Wednesday, April 15, 2009

Open Source versus Proprietary Software

Much ado has been made over the adoption of open-source software in government operations, and how that potentially impacts the adoption of proprietary software in the private sphere.

There are two primary issues that I see with this interpretation of events:
1. Government operations need to run with as much transparency as possible, so as to work in the citizens' interests.
2. Private sector businesses tend to follow the actions of larger, public sector businesses. The latter category includes the government.

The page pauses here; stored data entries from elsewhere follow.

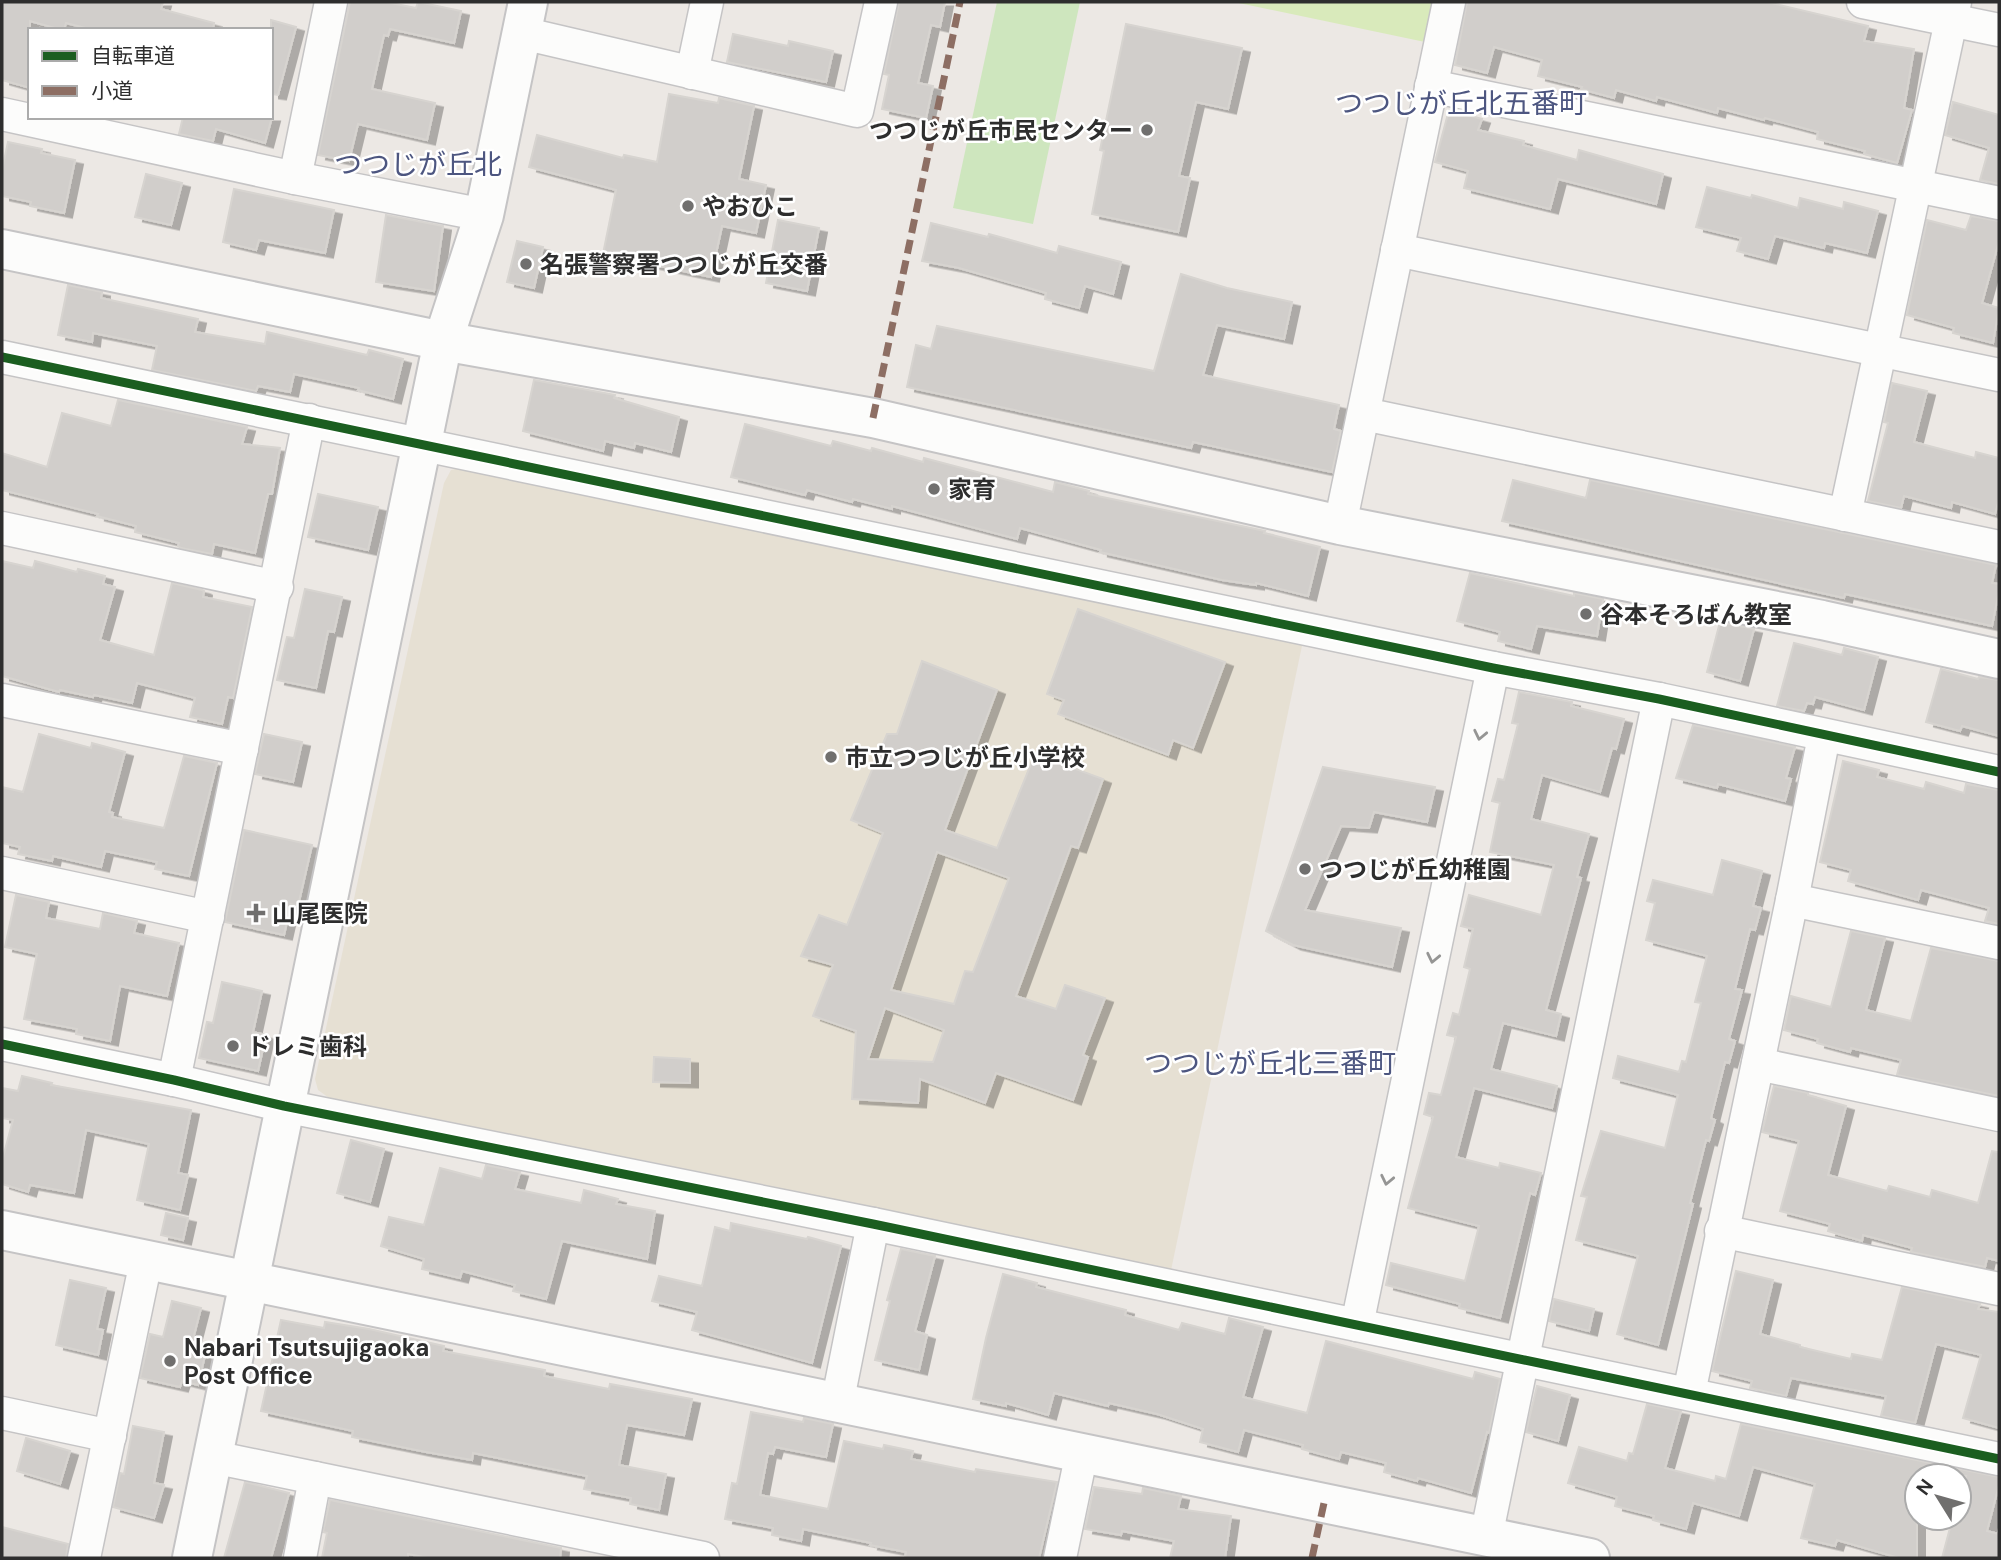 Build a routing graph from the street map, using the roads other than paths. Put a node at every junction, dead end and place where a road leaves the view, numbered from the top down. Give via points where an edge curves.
1 (707, 2) edge
2 (881, 2) edge
3 (1449, 2) edge
4 (1863, 2) edge
5 (323, 3) edge
6 (1953, 11) edge
7 (525, 18) edge
8 (1999, 30) edge
9 (692, 73) junction
10 (1431, 86) junction
11 (2, 114) edge
12 (295, 178) junction
13 (1916, 186) junction
14 (1999, 203) edge
15 (484, 215) junction
16 (2, 249) edge
17 (1397, 250) junction
18 (443, 341) junction
19 (1881, 350) junction
20 (2, 357) edge
21 (1999, 375) edge
22 (1364, 414) junction
23 (309, 420) junction
24 (422, 443) junction
25 (1845, 515) junction
26 (1340, 525) junction
27 (2, 528) edge
28 (1999, 547) edge
29 (277, 587) junction
30 (1999, 659) edge
31 (1493, 668) junction
32 (1659, 699) junction
33 (2, 700) edge
34 (1824, 736) junction
35 (242, 750) junction
36 (1999, 772) edge
37 (2, 873) edge
38 (1792, 900) junction
39 (208, 917) junction
40 (1999, 943) edge
41 (2, 1044) edge
42 (1758, 1063) junction
43 (174, 1080) junction
44 (284, 1106) junction
45 (1999, 1115) edge
46 (873, 1224) junction
47 (2, 1230) edge
48 (1721, 1231) junction
49 (146, 1261) junction
50 (250, 1281) junction
51 (1999, 1289) edge
52 (1357, 1325) junction
53 (1522, 1360) junction
54 (1689, 1393) junction
55 (837, 1404) junction
56 (2, 1413) edge
57 (110, 1436) junction
58 (1083, 1452) junction
59 (213, 1457) junction
60 (1999, 1459) edge
61 (315, 1478) junction
62 (1486, 1537) junction
63 (84, 1558) edge
64 (192, 1558) edge
65 (300, 1558) edge
66 (703, 1558) edge
67 (1060, 1558) edge
68 (1590, 1558) edge

1 - 9 street
2 - 9 street via 857,111
3 - 10 street
4 - 6 street
5 - 12 street
6 - 8 street
6 - 13 street
7 - 9 street
7 - 15 street
10 - 13 street
10 - 17 street
11 - 12 street
12 - 15 street
13 - 14 street
13 - 19 street
15 - 18 street
16 - 18 street
17 - 19 street
17 - 22 street
18 - 24 street
18 - 26 street via 873,418
19 - 21 street
19 - 25 street
20 - 23 street
22 - 25 street
22 - 26 street
23 - 24 street
23 - 29 street
24 - 31 street
24 - 44 street
25 - 28 street
26 - 30 street
27 - 29 street
29 - 35 street
31 - 32 street
31 -> 52 street
32 - 34 street
32 - 53 street
33 - 35 street
34 - 36 street
34 - 38 street
35 - 39 street
37 - 39 street
38 - 40 street
38 - 42 street
39 - 43 street
41 - 43 street
42 - 45 street
42 - 48 street
43 - 44 street
44 - 46 street
44 - 50 street
46 - 52 street
46 - 55 street
47 - 49 street
48 - 51 street
48 - 54 street
49 - 50 street
49 - 57 street
50 - 55 street
50 - 59 street
52 - 53 street
53 - 54 street
53 - 62 street
54 - 60 street
55 - 58 street
56 - 57 street
57 - 63 street
58 - 62 street
58 - 67 street
59 - 61 street
59 - 64 street
61 - 65 street
61 - 66 street
62 - 68 street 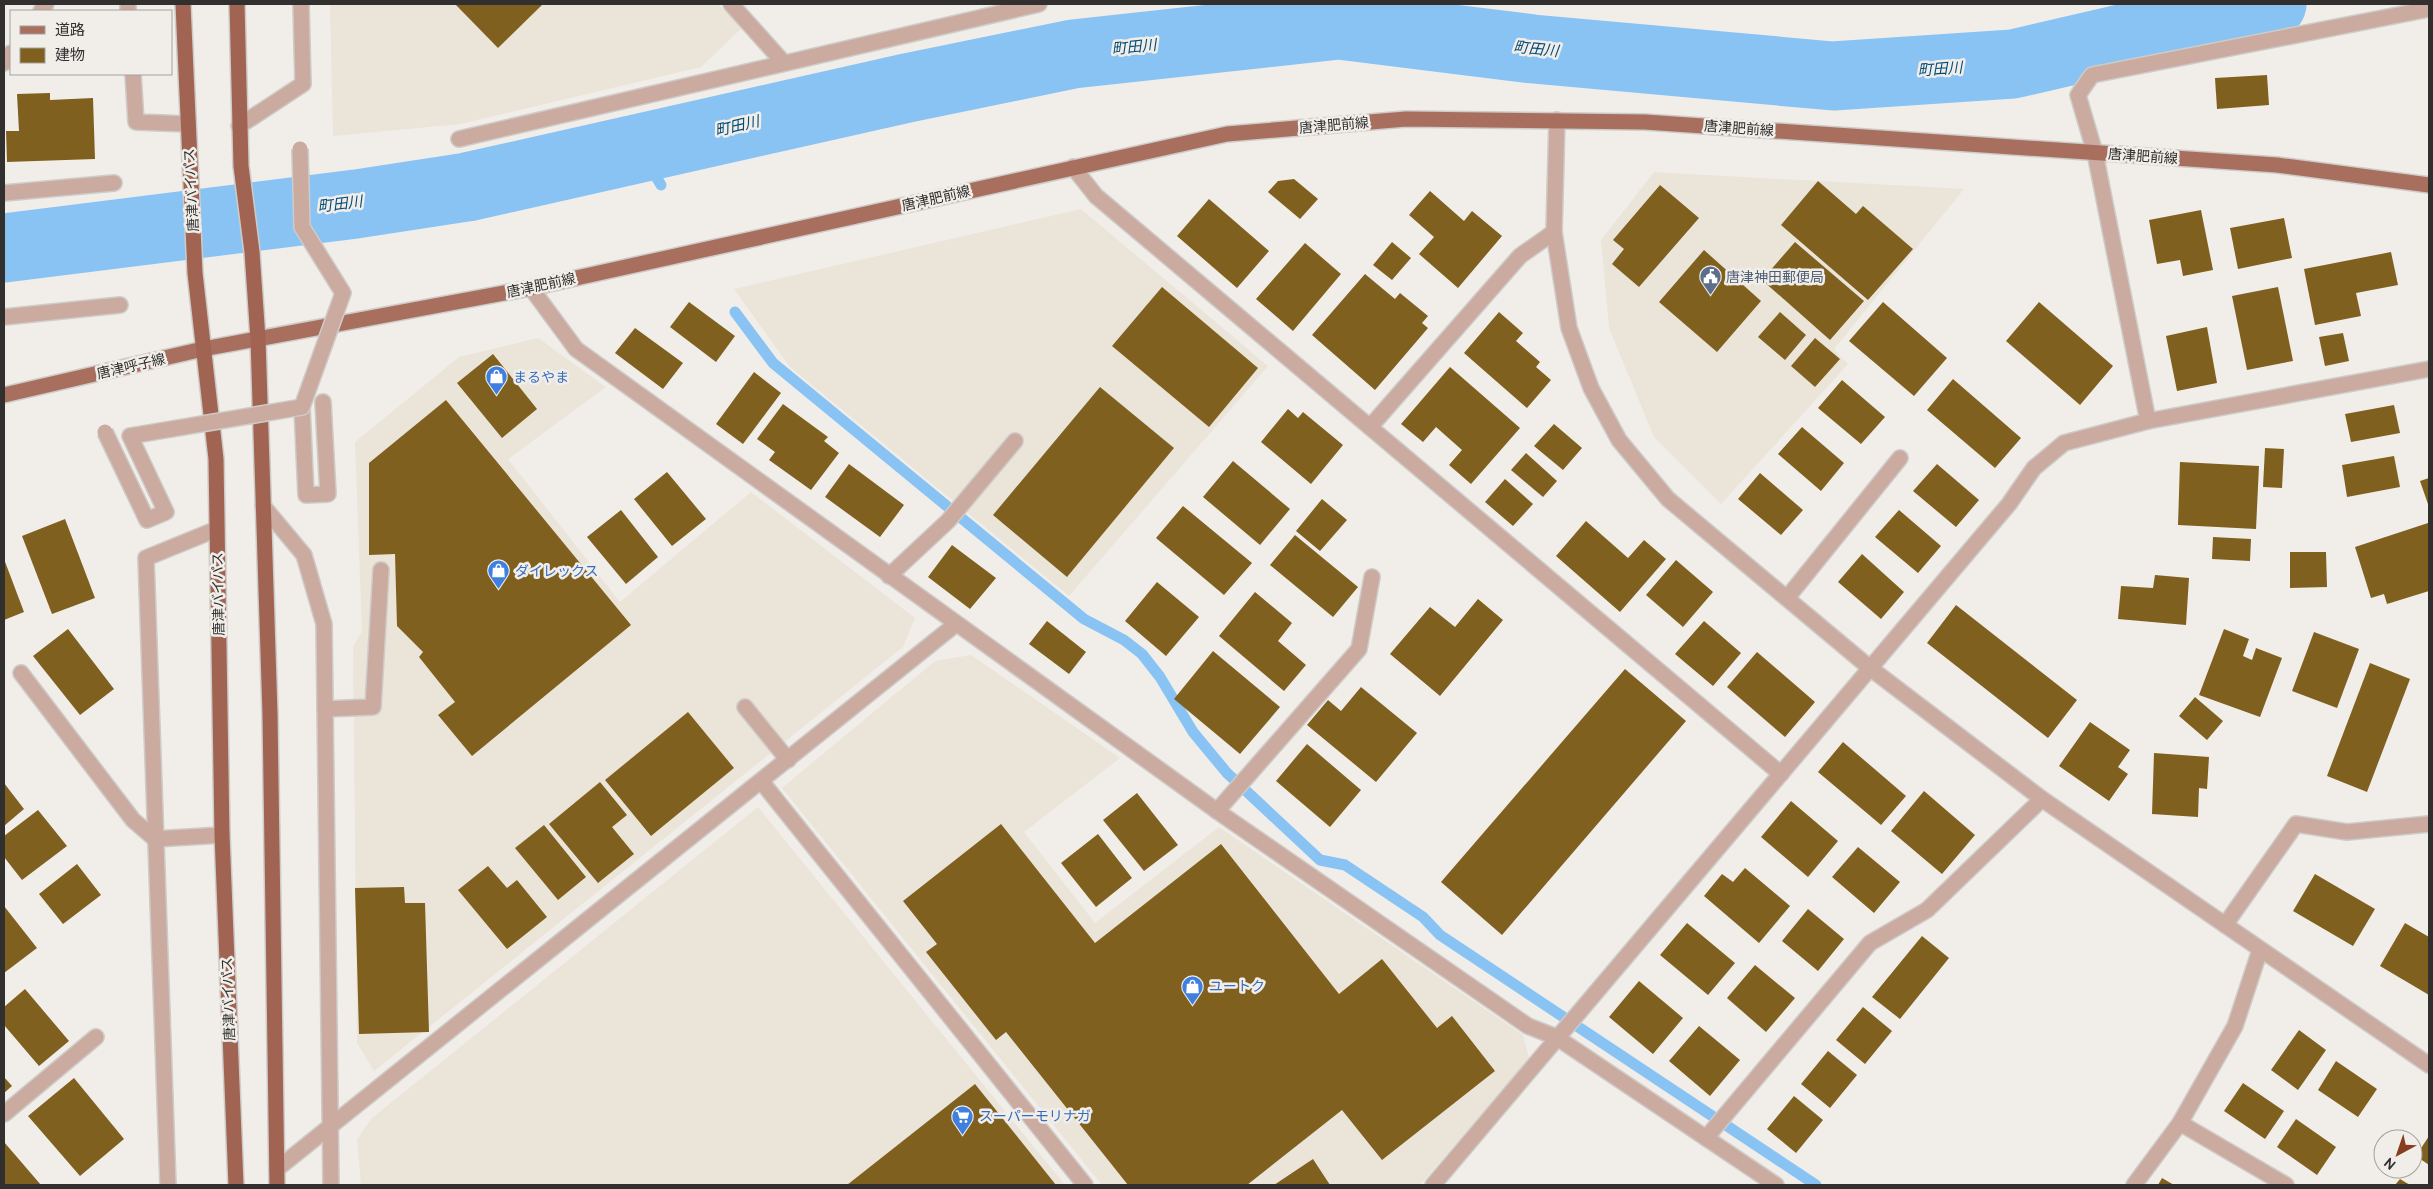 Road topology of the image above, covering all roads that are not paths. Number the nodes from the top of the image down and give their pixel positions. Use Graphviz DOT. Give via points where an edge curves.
graph roads {
  1 [pos="183,4"];
  2 [pos="237,4"];
  3 [pos="301,4"];
  4 [pos="731,4"];
  5 [pos="1039,4"];
  6 [pos="2429,9"];
  7 [pos="783,62"];
  8 [pos="133,75"];
  9 [pos="1557,120"];
  10 [pos="188,124"];
  11 [pos="239,126"];
  12 [pos="459,139"];
  13 [pos="300,149"];
  14 [pos="2095,153"];
  15 [pos="1073,167"];
  16 [pos="114,183"];
  17 [pos="2429,185"];
  18 [pos="4,193"];
  19 [pos="1554,232"];
  20 [pos="531,288"];
  21 [pos="120,305"];
  22 [pos="4,317"];
  23 [pos="258,339"];
  24 [pos="203,349"];
  25 [pos="2429,369"];
  26 [pos="4,394"];
  27 [pos="324,402"];
  28 [pos="302,407"];
  29 [pos="2148,421"];
  30 [pos="1370,427"];
  31 [pos="105,432"];
  32 [pos="1015,441"];
  33 [pos="1900,458"];
  34 [pos="263,506"];
  35 [pos="216,530"];
  36 [pos="381,570"];
  37 [pos="889,576"];
  38 [pos="1372,577"];
  39 [pos="1787,598"];
  40 [pos="956,624"];
  41 [pos="1870,668"];
  42 [pos="21,674"];
  43 [pos="745,707"];
  44 [pos="325,709"];
  45 [pos="788,760"];
  46 [pos="1780,774"];
  47 [pos="761,781"];
  48 [pos="2042,798"];
  49 [pos="1217,811"];
  50 [pos="2429,824"];
  51 [pos="222,835"];
  52 [pos="155,839"];
  53 [pos="2225,925"];
  54 [pos="2260,950"];
  55 [pos="96,1037"];
  56 [pos="1556,1038"];
  57 [pos="2429,1065"];
  58 [pos="4,1114"];
  59 [pos="2180,1123"];
  60 [pos="330,1128"];
  61 [pos="1706,1138"];
  62 [pos="277,1169"];
  63 [pos="168,1185"];
  64 [pos="236,1185"];
  65 [pos="277,1185"];
  66 [pos="331,1185"];
  67 [pos="1085,1185"];
  68 [pos="1433,1185"];
  69 [pos="1776,1185"];
  70 [pos="2134,1185"];
  71 [pos="2286,1185"];
  1 -- 10 [label="highway, 唐津バイパス"];
  2 -- 11 [label="highway"];
  3 -- 11 [label="street" via="303,84"];
  4 -- 7 [label="street"];
  5 -- 7 [label="street"];
  6 -- 14 [label="street" via="2092,75 2078,95"];
  7 -- 12 [label="street"];
  8 -- 10 [label="street" via="136,122"];
  9 -- 14 [label="main road, 唐津肥前線" via="1646,122"];
  9 -- 15 [label="main road, 唐津肥前線" via="1406,119 1228,134"];
  9 -- 19 [label="street"];
  10 -- 24 [label="highway, 唐津バイパス"];
  11 -- 23 [label="highway"];
  13 -- 28 [label="street, bridge" via="302,227 343,293"];
  14 -- 17 [label="main road, 唐津肥前線" via="2277,165"];
  14 -- 29 [label="street"];
  15 -- 20 [label="main road, 唐津肥前線"];
  15 -- 30 [label="street" via="1096,196"];
  16 -- 18 [label="street"];
  19 -- 30 [label="street" via="1520,256"];
  19 -- 39 [label="street" via="1569,328 1591,388 1619,440 1668,499"];
  20 -- 23 [label="main road, 唐津肥前線"];
  20 -- 37 [label="street" via="576,350"];
  21 -- 22 [label="street"];
  23 -- 24 [label="main road, 唐津呼子線"];
  23 -- 34 [label="highway"];
  24 -- 26 [label="main road, 唐津呼子線"];
  24 -- 35 [label="highway, 唐津バイパス" via="216,459"];
  25 -- 29 [label="street"];
  27 -- 28 [label="street" via="328,494 306,495"];
  28 -- 31 [label="street, bridge" via="130,436 166,512 147,520"];
  29 -- 41 [label="street" via="2064,443 2034,468 2009,504"];
  30 -- 46 [label="street"];
  32 -- 37 [label="street" via="948,521"];
  33 -- 39 [label="street"];
  34 -- 44 [label="street" via="304,555 324,624"];
  34 -- 62 [label="highway"];
  35 -- 51 [label="highway, 唐津バイパス"];
  35 -- 52 [label="street" via="146,558"];
  36 -- 44 [label="street" via="373,706"];
  37 -- 40 [label="street"];
  38 -- 49 [label="street" via="1359,649"];
  39 -- 41 [label="street"];
  40 -- 45 [label="street"];
  40 -- 49 [label="street"];
  41 -- 46 [label="street"];
  41 -- 48 [label="street"];
  42 -- 52 [label="street" via="133,820"];
  43 -- 45 [label="street"];
  44 -- 60 [label="street"];
  45 -- 47 [label="street"];
  46 -- 56 [label="street"];
  47 -- 60 [label="street"];
  47 -- 67 [label="street"];
  48 -- 53 [label="street"];
  48 -- 61 [label="street" via="1927,910 1870,943"];
  49 -- 56 [label="street" via="1528,1026"];
  50 -- 53 [label="street" via="2347,832 2296,824"];
  51 -- 52 [label="street"];
  51 -- 64 [label="highway, 唐津バイパス"];
  52 -- 63 [label="street"];
  53 -- 54 [label="street"];
  54 -- 57 [label="street"];
  54 -- 59 [label="street" via="2235,1026"];
  55 -- 58 [label="street"];
  56 -- 61 [label="street"];
  56 -- 68 [label="street"];
  59 -- 70 [label="street"];
  59 -- 71 [label="street"];
  60 -- 62 [label="street"];
  60 -- 66 [label="street"];
  61 -- 69 [label="street"];
  62 -- 65 [label="highway"];
}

Enough text has been typed - oftentimes half-baked, seldom fully-formed - on both sides of this issue to fill the libraries of the world many times over. The simple fact of the matter is that government should use the most open solution to any given problem possible to remain accountable to the public. If those solutions are polished enough to be adopted by the general public, then perhaps those are areas where proprietary solutions deserve to fail. The effective lifetimes of proprietary solutions should not be artificially kept afloat, lest public standards grow stagnant and obsolete. Many a government web site has fallen by the wayside simply because the administrators decided on a decades-old management model, then fell victim to proprietary lock-in that kept it from being developed into the ruthless model of efficiency that - as a government site - it should be.

I take issue with the notion that open source software costs proprietary software in the public sphere. Under any circumstance, source transparency must be maintained to provide governmental transparency. Despite all that I've implied, what happens in the private sector need not affect the public sector, nor vice-versa.

1 comment:

Orethrius said...

Right, but I consider Diebold a small subset of a more systemic problem. Governmental transparency is a battle for the ages, but the one thing all governments seem to have in common is a wanton disregard for accountability. Open-source in government would lay blame precisely where it belongs, and I can see a few bureaucrats taking issue with the loss of their six-figure cars over something as insignificant as a corruption scandal. If you want to work in public service - and take funding from public coffers to do so - I wholly believe that higher pay grades should be subject to civil forfeiture if they fail to do their jobs.